You’re writing $\otimes$ here, but in a CCC we can be more specific and use $\times$, since CCCs have finite products. It’s only in the quantum case that we generalize to the tensor product.

In Keenan’s setup, this isomorphism is implicit whenever he slides one of his “boxes” (or “birds”) upwards and then vertically downwards into one of the filled black circles.

Yes; the isomorphism is applied to the object coming in on the left, and then the resulting morphism acts on the data coming in from above.

Urs wrote:

I have tried to translate the diagrammatic notation used by Keenan into ordinary string diagrams (“tangle diagrams”) used in monoidal categories. I believe I succeeded.

I spent the afternoon reading Keenan’s paper at the Shanghai branch of the n-Category Café, and I drew many pictures of my own. I understand this stuff a lot better now, and I think everything you said here is right.

I ended by expressing my hope that hence Keenan’s pictures should pretty much tell us what it means, when translated to CCC language, to go through a program step by step. I might be wrong about this. But its certainly an expectation well motivated from a naïve point of view.
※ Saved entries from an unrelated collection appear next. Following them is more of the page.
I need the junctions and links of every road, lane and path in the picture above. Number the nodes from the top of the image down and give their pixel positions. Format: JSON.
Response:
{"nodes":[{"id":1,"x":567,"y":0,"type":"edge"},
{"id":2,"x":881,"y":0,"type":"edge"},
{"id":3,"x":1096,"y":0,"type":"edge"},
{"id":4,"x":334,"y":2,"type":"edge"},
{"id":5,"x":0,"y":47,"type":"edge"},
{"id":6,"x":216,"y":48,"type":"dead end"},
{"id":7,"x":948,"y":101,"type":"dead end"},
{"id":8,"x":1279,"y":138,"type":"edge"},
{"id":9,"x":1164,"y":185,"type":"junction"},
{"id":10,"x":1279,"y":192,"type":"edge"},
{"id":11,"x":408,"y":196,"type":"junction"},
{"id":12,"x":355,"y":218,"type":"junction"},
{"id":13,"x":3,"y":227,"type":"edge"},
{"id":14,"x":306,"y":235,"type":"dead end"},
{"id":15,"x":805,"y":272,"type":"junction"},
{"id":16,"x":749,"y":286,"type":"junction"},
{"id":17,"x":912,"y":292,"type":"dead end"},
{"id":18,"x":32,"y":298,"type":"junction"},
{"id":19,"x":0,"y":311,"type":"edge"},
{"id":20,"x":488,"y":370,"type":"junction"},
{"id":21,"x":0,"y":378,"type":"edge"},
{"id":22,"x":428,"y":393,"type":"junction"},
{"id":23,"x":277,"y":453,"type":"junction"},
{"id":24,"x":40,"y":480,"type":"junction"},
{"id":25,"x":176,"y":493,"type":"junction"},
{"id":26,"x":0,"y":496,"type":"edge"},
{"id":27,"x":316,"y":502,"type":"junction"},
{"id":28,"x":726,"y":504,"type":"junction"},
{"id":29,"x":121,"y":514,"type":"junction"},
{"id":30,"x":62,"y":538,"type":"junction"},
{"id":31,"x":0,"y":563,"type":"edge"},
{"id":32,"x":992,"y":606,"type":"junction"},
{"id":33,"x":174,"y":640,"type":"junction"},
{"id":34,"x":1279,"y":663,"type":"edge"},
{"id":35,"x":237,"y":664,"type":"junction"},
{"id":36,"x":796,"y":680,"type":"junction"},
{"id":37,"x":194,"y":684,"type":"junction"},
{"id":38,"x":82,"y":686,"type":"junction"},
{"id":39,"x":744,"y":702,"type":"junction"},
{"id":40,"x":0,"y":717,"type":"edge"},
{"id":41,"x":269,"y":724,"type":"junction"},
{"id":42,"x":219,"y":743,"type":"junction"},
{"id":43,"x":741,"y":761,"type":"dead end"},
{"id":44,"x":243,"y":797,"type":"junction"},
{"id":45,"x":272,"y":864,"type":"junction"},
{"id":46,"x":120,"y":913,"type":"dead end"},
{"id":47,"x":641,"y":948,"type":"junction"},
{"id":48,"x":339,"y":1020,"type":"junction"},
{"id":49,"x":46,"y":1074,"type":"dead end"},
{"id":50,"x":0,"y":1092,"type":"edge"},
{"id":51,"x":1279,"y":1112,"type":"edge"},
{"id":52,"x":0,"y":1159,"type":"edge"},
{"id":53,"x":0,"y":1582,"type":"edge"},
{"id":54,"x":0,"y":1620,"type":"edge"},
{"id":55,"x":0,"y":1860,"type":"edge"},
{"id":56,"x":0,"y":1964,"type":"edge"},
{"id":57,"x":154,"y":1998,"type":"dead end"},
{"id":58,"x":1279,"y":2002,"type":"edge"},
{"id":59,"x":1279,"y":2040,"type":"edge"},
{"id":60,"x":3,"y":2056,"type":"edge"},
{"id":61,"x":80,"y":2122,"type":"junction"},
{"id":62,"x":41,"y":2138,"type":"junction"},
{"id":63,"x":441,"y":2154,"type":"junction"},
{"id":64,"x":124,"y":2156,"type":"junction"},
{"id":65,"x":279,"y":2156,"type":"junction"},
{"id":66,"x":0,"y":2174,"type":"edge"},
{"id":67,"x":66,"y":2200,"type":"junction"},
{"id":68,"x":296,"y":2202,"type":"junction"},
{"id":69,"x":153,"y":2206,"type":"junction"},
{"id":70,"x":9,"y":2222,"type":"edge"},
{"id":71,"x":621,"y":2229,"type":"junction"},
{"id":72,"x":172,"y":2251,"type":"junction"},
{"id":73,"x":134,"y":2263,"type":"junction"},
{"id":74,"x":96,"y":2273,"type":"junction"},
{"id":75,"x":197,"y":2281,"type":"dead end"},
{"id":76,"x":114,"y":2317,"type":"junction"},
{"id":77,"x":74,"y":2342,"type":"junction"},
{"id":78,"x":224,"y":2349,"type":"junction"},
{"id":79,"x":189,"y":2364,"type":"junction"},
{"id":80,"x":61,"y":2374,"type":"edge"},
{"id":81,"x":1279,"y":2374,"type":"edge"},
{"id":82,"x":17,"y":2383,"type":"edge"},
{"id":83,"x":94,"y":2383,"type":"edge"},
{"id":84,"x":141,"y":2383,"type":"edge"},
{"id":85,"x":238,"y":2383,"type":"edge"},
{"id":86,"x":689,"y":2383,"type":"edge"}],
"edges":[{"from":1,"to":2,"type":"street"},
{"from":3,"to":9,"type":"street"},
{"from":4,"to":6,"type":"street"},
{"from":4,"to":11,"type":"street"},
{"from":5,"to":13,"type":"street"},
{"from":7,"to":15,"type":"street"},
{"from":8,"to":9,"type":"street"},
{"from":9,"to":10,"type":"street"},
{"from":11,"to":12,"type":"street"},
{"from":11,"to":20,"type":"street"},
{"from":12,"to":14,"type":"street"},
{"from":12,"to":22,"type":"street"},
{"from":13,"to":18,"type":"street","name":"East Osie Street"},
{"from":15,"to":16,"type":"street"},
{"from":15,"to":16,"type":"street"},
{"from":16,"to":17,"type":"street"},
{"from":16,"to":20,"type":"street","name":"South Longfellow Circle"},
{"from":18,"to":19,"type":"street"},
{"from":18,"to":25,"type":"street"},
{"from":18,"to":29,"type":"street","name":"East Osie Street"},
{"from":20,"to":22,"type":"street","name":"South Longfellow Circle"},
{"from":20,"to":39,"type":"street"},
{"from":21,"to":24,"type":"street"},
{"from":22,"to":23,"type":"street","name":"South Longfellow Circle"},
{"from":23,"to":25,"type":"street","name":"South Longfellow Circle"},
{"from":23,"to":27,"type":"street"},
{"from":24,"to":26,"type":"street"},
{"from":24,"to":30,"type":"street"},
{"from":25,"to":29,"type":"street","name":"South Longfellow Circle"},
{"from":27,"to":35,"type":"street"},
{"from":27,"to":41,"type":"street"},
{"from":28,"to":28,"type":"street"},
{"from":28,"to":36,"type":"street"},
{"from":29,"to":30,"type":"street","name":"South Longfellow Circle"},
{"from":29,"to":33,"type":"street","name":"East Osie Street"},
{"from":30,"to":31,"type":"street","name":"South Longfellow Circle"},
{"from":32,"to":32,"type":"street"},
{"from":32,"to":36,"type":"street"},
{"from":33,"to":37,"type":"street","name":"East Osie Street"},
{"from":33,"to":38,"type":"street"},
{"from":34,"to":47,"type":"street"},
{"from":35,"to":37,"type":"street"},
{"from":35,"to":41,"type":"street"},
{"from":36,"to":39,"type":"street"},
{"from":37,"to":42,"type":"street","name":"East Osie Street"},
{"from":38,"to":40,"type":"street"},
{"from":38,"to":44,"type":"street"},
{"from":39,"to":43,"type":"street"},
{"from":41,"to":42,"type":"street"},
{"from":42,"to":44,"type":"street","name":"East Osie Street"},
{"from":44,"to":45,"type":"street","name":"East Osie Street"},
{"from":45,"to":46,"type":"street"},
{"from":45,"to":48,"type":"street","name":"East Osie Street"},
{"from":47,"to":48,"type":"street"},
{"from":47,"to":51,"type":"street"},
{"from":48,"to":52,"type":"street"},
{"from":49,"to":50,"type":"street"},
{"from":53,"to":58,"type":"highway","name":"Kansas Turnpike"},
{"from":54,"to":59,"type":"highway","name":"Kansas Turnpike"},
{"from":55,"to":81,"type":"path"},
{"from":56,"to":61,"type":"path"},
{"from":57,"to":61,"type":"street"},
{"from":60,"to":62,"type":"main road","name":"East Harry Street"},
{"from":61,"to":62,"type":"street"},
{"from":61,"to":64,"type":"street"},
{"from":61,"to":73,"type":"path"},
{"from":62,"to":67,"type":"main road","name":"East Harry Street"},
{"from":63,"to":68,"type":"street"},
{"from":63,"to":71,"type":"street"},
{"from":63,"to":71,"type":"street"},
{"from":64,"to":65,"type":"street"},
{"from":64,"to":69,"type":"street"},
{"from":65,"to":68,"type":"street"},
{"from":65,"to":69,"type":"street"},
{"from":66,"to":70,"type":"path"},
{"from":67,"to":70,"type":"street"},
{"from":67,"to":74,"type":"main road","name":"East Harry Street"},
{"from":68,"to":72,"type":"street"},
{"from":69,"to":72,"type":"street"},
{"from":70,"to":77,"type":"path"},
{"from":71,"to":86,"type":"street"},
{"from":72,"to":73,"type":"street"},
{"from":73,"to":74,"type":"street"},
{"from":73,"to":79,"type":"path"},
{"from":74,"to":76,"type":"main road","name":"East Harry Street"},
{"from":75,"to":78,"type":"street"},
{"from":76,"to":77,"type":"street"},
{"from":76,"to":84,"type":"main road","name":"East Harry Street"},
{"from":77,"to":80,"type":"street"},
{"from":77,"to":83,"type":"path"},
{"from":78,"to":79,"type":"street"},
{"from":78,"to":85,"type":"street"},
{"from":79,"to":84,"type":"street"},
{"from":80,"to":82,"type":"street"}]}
Yes. Keenan’s style of drawing pictures is a bit idiosyncratic, since he’s not trying to fit it into the general “string diagram” framework for drawing morphisms in monoidal categories, or the general “movies of string diagrams” framework for drawing 2-morphisms in monoidal 2-categories.

However, by messing with his pictures a little, I was able to fit them into the general string diagram framework pretty nicely. So, I’m very happy! With any luck, all this should dovetail - pardon the pun - quite nicely with Seeley’s work on cartesian closed 2-categories.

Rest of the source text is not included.